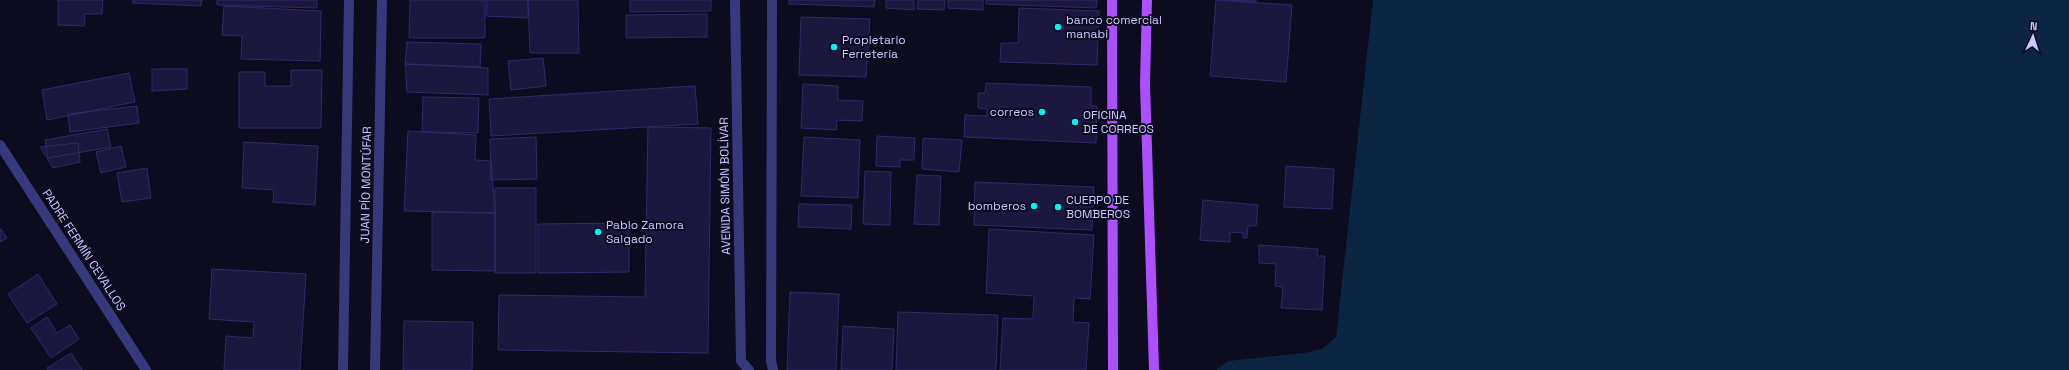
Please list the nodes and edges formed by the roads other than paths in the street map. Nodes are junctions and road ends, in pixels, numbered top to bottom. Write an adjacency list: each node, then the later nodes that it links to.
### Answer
--
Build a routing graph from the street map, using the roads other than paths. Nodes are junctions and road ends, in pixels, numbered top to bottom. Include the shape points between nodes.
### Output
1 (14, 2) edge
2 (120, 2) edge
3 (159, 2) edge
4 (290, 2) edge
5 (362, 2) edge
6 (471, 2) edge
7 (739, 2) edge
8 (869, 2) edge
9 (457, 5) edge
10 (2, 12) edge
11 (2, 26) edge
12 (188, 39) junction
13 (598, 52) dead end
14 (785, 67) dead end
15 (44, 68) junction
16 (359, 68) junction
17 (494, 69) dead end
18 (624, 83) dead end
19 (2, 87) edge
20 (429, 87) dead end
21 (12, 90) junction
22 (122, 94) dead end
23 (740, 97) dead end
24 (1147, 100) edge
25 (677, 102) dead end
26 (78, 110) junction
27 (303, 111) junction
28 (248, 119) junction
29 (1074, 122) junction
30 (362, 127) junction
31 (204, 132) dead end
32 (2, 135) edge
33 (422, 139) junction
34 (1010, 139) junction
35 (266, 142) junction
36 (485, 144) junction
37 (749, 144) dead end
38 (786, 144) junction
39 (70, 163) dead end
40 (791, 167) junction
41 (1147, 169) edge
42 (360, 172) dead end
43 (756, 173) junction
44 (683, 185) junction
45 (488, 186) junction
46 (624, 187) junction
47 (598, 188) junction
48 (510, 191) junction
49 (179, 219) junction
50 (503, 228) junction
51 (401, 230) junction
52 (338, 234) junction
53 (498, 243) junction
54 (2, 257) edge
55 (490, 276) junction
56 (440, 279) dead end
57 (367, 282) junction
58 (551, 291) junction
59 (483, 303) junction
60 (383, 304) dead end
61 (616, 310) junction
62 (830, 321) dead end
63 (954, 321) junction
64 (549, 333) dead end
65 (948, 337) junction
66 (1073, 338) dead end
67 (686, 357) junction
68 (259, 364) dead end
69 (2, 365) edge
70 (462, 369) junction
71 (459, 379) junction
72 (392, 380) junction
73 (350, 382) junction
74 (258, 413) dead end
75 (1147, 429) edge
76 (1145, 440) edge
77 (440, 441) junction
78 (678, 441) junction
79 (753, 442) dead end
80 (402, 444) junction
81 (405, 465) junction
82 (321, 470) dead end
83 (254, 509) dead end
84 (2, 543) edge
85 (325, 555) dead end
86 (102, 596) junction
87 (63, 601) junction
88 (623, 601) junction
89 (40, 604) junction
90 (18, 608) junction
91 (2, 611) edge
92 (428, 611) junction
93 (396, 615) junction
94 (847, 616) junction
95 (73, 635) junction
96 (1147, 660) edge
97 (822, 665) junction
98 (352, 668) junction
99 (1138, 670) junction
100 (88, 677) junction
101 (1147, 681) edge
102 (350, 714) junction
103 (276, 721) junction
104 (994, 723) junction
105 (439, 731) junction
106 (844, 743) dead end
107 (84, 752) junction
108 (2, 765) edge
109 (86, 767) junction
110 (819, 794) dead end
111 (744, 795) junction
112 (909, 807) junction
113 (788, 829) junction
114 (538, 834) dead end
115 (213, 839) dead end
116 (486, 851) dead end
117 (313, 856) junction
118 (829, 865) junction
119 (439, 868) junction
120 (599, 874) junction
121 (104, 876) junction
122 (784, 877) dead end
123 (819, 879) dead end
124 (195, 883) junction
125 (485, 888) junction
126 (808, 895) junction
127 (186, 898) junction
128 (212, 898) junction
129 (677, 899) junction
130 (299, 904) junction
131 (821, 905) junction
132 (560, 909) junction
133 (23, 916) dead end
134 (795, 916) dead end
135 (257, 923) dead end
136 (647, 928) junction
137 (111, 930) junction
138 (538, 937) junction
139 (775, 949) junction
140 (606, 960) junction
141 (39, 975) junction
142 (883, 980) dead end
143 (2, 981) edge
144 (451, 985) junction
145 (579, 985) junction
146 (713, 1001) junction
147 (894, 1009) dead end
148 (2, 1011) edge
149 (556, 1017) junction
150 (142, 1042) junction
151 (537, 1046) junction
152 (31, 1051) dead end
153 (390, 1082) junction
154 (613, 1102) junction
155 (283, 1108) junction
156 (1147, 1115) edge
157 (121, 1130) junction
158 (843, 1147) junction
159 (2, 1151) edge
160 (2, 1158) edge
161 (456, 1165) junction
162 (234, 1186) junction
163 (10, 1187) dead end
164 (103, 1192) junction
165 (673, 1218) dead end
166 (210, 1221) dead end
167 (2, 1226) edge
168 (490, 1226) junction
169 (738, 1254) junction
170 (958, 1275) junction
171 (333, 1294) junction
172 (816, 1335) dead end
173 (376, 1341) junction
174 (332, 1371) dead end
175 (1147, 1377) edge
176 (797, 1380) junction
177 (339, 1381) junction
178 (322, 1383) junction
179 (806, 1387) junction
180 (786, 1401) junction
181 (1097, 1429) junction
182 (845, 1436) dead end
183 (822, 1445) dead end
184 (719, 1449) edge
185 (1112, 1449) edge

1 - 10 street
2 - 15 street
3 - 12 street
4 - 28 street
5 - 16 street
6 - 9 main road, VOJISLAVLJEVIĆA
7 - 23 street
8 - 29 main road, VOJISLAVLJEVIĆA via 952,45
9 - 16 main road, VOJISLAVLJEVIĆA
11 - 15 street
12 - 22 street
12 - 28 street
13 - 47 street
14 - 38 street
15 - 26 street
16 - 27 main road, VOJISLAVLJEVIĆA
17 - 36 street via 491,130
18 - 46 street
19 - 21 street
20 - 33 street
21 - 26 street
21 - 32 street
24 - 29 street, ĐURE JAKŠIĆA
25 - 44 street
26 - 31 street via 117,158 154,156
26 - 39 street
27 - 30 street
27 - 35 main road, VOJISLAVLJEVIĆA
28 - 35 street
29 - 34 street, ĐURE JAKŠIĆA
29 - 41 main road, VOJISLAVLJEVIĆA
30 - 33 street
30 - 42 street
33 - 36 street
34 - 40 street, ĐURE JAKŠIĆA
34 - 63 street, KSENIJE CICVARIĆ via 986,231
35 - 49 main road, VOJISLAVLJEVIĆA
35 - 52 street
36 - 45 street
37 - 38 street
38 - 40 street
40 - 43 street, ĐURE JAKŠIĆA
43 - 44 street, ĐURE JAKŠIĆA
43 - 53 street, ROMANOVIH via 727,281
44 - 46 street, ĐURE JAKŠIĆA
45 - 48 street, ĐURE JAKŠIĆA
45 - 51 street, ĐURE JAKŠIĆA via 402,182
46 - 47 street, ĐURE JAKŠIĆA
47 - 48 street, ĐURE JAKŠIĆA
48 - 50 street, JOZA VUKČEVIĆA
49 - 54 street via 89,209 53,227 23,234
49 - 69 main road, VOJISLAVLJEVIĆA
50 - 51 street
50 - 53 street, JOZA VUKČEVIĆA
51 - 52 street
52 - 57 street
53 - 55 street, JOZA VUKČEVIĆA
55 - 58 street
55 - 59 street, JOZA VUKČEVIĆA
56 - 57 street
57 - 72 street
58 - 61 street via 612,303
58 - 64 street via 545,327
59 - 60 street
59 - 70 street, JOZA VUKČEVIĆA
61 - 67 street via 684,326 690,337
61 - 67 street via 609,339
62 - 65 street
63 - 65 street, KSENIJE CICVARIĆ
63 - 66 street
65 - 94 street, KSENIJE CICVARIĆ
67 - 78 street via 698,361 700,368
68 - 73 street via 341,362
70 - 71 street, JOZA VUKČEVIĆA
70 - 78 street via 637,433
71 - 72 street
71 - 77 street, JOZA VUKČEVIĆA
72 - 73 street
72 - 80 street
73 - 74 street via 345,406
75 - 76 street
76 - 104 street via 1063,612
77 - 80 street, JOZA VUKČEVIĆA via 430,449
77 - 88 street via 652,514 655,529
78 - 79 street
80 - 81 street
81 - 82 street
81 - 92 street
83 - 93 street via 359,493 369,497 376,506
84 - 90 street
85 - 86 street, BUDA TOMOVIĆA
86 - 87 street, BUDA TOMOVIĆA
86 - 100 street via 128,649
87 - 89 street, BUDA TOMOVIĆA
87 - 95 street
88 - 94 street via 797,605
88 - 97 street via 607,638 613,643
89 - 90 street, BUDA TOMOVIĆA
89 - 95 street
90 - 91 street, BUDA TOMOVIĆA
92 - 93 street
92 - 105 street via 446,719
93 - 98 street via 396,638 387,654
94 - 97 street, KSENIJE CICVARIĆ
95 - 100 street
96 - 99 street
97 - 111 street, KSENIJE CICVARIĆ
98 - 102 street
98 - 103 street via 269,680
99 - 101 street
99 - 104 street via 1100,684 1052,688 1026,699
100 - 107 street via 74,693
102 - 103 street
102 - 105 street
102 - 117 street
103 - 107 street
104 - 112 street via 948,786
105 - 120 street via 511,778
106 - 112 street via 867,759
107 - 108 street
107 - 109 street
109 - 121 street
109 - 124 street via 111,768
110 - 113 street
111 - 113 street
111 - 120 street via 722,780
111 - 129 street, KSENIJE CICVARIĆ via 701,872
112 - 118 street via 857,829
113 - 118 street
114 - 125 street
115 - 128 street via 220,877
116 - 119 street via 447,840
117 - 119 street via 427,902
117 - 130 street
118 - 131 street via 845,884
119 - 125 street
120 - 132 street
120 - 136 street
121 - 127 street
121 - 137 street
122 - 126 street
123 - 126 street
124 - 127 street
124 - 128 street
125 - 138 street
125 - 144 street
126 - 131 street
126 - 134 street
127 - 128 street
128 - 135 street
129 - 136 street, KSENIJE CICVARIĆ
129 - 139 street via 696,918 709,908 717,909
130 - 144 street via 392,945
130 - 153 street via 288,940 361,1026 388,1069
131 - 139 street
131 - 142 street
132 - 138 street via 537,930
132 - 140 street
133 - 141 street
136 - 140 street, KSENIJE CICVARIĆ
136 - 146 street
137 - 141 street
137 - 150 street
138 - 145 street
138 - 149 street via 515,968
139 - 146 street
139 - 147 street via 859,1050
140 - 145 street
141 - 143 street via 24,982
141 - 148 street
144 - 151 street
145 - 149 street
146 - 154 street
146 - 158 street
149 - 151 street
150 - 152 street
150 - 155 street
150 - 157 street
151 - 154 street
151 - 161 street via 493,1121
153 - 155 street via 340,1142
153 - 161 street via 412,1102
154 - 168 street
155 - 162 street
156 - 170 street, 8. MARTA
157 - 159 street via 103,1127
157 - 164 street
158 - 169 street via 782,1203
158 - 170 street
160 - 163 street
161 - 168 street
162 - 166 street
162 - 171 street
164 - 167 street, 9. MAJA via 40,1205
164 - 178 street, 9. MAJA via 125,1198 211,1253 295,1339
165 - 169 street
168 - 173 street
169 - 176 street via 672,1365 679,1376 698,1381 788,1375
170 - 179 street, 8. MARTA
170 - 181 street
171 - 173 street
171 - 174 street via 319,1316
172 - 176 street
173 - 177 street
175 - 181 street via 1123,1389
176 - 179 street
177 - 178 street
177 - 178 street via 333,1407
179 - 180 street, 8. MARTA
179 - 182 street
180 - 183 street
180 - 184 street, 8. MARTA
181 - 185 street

Exercise requirements:
Count the lines of the data above where the string "ends" shows up; reply with the number only.

Finished task:
2